Strassenkinder im Museum als Druckversion (PDF 1.250 KB)
Strassenkinder im Museum. Betrachtungen zu Kunst und Moral: Das Projekt „Devotionalia“
in: ZeitSchrift/Reformatio, Jg. 46, Nr. 1, Februar 1997 (Sondernummer „Moralismus“), S. 55-63.
Kapitel 1: Kunst und Moral
In regelmässiger Wiederkehr äussert sich bei manchen Künstlern und Künstlerinnen sowie bei einem Teil des Publikums ein Unbehagen, das durch ein kennzeichnendes Merkmal der modernen Kunst hervorgerufen wird – durch deren Autonomie und die damit einhergehende scheinbare Folgenlosigkeit für das Leben. Das Unbehagen stellt sich ein, weil das „bloss Ästhetische“ der Kunst dem Ethisch-Praktischen des „wirklichen Lebens“ entgegensetzt und damit zugleich eine klare Wertung vollzogen wird. Denn indem die Kunst vom Treiben der Welt bewusst Abstand nehme, offenbare sie sich als ein Bereich vermiedener Verantwortung, als spielerischer Immoralismus angesichts der brennenden Fragen einer unerlösten Wirklichkeit. Versuche, die Kunst an das „Leben“ neu anzukoppeln sind deshalb vielfältig erfolgt, allerdings jeweils ohne länger währenden Erfolg.
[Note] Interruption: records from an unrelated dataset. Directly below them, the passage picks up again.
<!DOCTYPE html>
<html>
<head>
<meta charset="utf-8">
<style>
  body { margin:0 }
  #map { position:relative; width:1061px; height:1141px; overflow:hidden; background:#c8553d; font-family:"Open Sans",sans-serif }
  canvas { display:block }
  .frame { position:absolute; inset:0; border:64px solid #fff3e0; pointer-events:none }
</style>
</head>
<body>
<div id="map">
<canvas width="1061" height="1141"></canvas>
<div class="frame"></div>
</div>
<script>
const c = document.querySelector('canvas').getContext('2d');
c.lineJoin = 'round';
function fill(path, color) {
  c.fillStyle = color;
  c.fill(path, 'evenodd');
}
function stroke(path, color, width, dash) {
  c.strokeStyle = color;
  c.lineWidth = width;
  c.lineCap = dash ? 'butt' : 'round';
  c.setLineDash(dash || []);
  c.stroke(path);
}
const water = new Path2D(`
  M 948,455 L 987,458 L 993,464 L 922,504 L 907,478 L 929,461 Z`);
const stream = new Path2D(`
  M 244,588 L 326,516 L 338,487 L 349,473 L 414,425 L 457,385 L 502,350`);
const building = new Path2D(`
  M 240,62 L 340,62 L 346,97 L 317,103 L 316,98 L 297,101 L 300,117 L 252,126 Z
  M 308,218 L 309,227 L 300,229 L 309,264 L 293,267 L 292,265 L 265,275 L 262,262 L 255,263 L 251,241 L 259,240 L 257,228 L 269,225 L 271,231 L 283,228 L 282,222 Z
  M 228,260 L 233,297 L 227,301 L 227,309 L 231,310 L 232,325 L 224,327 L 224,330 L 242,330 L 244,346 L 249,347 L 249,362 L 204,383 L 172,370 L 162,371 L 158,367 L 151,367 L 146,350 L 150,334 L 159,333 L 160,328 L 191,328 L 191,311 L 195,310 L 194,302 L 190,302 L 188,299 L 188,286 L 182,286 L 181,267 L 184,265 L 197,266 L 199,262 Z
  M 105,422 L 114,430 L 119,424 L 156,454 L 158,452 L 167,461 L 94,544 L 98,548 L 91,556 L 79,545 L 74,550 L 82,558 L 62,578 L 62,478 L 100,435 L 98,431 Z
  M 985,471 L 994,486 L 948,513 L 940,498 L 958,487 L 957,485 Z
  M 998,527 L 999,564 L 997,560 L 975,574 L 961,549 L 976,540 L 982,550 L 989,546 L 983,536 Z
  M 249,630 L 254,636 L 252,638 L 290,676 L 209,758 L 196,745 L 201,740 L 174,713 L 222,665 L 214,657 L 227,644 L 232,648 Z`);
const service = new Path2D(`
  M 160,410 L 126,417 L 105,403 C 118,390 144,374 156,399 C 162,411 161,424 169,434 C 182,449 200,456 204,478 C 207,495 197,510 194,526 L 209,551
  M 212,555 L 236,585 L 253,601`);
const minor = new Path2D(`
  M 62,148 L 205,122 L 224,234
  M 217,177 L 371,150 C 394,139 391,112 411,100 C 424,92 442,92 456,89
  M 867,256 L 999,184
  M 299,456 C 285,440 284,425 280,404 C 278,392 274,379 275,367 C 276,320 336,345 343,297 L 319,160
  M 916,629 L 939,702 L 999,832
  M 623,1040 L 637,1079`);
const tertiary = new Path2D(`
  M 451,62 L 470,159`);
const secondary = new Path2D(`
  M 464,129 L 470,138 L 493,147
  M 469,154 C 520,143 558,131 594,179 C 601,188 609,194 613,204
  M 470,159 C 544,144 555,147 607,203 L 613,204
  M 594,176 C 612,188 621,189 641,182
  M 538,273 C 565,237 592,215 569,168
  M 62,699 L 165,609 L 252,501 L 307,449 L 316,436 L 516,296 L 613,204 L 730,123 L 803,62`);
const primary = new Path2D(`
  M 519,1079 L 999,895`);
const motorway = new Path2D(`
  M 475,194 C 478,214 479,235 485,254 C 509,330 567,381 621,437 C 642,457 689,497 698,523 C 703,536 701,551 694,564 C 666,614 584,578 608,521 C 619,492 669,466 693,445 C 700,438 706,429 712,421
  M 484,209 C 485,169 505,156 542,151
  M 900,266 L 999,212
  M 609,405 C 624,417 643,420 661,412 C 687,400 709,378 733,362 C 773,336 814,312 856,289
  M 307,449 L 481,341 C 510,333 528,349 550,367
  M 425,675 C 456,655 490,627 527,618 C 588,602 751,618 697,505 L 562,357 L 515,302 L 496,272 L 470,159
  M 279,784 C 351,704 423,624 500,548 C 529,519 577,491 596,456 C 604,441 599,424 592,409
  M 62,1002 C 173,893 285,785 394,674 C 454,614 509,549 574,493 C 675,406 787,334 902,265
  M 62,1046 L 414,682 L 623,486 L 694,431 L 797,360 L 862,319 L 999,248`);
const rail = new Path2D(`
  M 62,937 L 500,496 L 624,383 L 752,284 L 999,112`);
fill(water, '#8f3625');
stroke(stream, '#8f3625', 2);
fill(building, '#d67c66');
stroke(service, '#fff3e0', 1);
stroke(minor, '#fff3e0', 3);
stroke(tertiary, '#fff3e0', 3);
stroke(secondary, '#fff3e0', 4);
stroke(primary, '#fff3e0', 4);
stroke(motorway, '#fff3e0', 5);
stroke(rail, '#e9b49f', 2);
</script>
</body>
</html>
Augenblicklich ist das Unbehagen wieder gross. In den achtziger Jahren ergab sich das Missverständnis, das Problem des Verhältnisses von Kunst und Leben sei auf allseits beglückende Weise gelöst. Der Bedarf nach Kunst schien unstillbar, und endlich wurden nicht mehr nur die Alten Meister oder die Impressionisten begehrt, sondern gleichermassen die so akzeptanzgefährdete Moderne bis hin zur neusten Position. Kunstmessen und Auktionshäuser blühten, Museen für moderne Kunst schossen aus dem Boden, und Firmen entdeckten das Kunstsponsoring als Baustein der corporate identity. Gedanken über die Bedeutung der Kunst für das Leben erübrigten sich, der finanzielle Erfolg und die überwältigende gesellschaftliche Aufmerksamkeit entlasteten davon. 1990 jedoch brach der Kunstmarkt massiv ein, die öffentlichen Kulturbudgets wurden reduziert, und das Sponsoring fokussierte sich wieder auf konjunkturbeständigere Felder wie den Sport. Das plötzliche Austrocknen des Geldflusses schlug auf das Selbstwertgefühl der Künstler und das Interesse des Publikums unmittelbar durch, auf allen Seiten breitete sich Katerstimmung aus. Wenn aber eine seelische Baisse auf eine Zeit ungezügelten Gewinnstrebens und blinder Wachstumsausrichtung folgt, ist die Kunst, die ihr Selbstverständnis gerne jenseits des Materiellen bestimmt, besonders anfällig für die Behauptung, was ihr fehle, sei die Moral.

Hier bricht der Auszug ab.